‘Nun komm!’ reviewed in Gramophone

Richard Lawrence has reviewed our CD ‘Nun komm!’ for Gramophone.

This is an admirable recording: intelligently conceived and well performed. Both cantatas open with a chorus in the shape of a French overture: in no. 61 it’s the slow introduction that incorporates phrases of the chorale, whereas in no. 97 the singers don’t enter until the Vivace. The Erlebach piece, published in 1693, consists of a French overture followed by the usual suite of dances. The other theme of the disc is Heinrich Isaac’s ‘Innsbruck ich muss dich lassen’, heard as a vocal quartet and as instrumental fantasias by Christian Hollander and Paul Lütkeman; and, lo and behold, it’s the very tune that becomes the chorale melody at the beginning and end of ‘In allen meinen Taten’.

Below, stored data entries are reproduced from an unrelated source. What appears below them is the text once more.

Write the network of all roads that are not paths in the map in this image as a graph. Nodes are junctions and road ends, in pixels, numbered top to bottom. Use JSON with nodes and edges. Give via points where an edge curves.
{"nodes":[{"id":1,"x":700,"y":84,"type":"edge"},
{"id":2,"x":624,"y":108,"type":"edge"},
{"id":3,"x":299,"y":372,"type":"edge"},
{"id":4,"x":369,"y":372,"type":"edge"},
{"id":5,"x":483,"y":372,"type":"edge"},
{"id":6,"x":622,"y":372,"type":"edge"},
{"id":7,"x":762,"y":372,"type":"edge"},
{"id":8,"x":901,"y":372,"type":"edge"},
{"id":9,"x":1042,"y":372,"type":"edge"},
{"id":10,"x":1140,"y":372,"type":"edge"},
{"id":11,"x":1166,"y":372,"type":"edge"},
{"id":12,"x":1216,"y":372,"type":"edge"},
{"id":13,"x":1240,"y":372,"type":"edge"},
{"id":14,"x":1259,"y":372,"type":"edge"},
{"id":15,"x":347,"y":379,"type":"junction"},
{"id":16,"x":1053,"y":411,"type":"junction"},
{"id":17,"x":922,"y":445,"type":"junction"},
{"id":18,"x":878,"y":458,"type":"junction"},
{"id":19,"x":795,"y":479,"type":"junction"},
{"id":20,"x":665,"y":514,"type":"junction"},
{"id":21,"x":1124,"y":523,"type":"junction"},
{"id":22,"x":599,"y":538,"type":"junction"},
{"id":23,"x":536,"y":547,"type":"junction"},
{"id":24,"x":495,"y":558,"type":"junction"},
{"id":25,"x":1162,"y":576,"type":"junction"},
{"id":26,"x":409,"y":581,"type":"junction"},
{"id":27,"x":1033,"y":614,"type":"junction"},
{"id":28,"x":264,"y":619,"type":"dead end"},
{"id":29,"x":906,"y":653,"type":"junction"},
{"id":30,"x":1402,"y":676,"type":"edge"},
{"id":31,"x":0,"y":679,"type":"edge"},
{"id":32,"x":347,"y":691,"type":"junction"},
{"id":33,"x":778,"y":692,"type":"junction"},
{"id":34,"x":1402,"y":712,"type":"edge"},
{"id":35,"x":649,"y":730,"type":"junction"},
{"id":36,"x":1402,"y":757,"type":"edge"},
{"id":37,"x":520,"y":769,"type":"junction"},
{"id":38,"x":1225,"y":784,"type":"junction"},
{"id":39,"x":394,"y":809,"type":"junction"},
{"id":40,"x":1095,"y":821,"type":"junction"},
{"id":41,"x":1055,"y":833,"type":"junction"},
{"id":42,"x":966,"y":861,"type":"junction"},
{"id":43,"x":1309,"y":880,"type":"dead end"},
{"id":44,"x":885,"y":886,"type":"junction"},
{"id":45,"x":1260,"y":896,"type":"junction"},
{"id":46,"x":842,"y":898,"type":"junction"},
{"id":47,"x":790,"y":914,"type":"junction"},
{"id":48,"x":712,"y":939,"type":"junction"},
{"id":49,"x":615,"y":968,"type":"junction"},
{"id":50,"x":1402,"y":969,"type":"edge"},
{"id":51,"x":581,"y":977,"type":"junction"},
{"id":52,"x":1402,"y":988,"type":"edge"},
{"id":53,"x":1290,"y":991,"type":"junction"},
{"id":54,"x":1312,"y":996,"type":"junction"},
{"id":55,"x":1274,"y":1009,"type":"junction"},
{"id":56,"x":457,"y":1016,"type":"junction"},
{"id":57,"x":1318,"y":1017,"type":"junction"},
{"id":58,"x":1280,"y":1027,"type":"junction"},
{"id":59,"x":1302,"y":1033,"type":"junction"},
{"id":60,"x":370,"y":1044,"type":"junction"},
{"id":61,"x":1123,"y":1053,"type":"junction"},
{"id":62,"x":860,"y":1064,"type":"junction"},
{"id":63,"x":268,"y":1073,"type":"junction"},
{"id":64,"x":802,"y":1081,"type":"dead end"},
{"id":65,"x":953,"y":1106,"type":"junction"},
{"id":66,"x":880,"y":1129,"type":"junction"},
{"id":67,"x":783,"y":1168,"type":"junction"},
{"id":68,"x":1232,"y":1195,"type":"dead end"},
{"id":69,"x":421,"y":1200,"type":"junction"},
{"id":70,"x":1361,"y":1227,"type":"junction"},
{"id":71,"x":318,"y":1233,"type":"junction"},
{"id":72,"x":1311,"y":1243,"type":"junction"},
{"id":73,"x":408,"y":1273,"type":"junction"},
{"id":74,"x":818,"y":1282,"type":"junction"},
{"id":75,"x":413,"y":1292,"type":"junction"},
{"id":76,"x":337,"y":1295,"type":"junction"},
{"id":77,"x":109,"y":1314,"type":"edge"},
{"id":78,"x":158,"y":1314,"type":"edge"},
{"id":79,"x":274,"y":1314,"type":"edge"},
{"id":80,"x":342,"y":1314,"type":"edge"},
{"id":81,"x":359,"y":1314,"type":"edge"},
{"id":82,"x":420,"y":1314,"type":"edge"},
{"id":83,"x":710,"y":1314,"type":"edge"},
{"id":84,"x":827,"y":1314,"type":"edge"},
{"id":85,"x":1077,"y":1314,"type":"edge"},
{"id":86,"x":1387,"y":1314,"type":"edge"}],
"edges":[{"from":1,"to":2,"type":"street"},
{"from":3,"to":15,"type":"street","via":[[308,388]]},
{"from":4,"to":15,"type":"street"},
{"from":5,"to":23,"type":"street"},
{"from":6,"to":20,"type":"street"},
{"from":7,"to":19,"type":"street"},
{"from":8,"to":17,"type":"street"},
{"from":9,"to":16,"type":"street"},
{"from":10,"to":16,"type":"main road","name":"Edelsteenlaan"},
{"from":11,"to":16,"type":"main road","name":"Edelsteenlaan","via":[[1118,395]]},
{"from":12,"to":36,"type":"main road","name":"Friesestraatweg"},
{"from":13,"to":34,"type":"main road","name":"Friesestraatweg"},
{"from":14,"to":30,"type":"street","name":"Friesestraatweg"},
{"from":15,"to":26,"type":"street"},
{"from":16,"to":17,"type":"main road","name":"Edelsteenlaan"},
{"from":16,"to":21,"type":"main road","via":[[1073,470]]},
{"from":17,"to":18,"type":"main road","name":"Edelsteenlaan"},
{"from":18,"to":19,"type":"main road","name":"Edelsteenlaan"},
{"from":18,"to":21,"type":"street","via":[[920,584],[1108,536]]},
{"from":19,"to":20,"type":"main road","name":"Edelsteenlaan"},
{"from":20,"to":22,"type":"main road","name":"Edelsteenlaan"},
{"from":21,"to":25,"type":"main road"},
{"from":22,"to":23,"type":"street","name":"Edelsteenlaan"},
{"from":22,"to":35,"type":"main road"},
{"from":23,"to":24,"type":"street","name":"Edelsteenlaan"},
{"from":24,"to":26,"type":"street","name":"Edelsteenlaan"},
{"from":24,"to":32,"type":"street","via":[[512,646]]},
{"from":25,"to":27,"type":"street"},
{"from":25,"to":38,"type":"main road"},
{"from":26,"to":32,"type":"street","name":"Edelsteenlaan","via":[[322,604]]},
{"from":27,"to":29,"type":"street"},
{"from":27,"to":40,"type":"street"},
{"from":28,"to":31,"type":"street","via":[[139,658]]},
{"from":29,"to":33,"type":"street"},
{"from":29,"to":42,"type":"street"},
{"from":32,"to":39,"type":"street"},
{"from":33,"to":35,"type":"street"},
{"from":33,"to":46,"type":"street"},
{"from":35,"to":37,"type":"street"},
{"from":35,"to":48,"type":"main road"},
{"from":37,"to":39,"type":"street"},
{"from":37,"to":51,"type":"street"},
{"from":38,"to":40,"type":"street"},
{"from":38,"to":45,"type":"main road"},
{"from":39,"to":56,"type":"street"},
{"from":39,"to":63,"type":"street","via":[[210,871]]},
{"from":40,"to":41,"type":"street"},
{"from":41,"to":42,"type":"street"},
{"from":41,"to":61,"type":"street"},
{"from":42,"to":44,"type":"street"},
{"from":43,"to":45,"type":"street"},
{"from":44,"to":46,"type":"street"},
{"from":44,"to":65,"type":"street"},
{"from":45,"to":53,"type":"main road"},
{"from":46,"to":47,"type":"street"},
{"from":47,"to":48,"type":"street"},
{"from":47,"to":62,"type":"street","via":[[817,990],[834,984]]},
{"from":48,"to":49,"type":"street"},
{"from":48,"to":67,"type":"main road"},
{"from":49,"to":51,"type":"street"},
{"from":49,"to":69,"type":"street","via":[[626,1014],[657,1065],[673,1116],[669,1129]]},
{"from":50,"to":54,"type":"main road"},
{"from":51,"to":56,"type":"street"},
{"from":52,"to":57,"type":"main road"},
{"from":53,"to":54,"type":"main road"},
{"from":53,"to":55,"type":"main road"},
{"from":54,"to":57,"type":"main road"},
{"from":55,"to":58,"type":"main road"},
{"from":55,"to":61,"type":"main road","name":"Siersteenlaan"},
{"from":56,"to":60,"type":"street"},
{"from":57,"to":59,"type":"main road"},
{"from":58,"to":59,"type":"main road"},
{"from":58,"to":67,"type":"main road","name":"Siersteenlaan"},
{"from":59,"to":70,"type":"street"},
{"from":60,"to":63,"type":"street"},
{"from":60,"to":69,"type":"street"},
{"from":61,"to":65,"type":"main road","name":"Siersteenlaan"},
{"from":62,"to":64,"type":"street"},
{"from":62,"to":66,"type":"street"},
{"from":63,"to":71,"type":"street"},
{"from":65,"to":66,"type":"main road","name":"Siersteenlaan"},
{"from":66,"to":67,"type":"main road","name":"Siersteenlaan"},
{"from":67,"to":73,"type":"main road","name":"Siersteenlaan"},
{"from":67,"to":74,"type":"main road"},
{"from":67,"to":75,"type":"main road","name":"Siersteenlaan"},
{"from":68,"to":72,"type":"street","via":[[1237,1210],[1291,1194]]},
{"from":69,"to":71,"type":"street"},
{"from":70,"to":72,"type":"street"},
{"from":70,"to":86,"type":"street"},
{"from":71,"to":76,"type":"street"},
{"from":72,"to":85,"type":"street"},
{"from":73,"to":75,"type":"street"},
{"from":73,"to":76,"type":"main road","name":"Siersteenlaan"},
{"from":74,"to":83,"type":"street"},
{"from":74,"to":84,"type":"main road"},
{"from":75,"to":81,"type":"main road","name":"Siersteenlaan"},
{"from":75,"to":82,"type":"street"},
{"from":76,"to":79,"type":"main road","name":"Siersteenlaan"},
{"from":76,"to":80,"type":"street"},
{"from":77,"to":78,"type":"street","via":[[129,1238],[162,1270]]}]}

The Bach Players seem to be a democratic lot with nobody credited as director. Be that as it may, the dotted figures at the opening of ‘Nun komm, der Heiden Heiland’ are precisely articulated, and the tempo of the gai section is nicely judged. The pitch is about a semitone below today’s standard: Nicholas Mulroy sounds uncomfortable with the low Cs of the tenor recitative and aria but he phrases musically. Bach’s curiously short-winded last chorus sounds even more insubstantial than usual, perhaps because the ensemble doesn’t include a double bass.

The Erlebach overture follows, each movement in G minor. It ends with a fine chaconne that includes some ornate writing for the first violin. Nicolette Moonen plays brilliantly, as she does in the tenor aria of no. 97, with its roulades and double-stopping. Even if you don’t like Bach sung one-to-a-part, you can’t fail to enjoy these performances.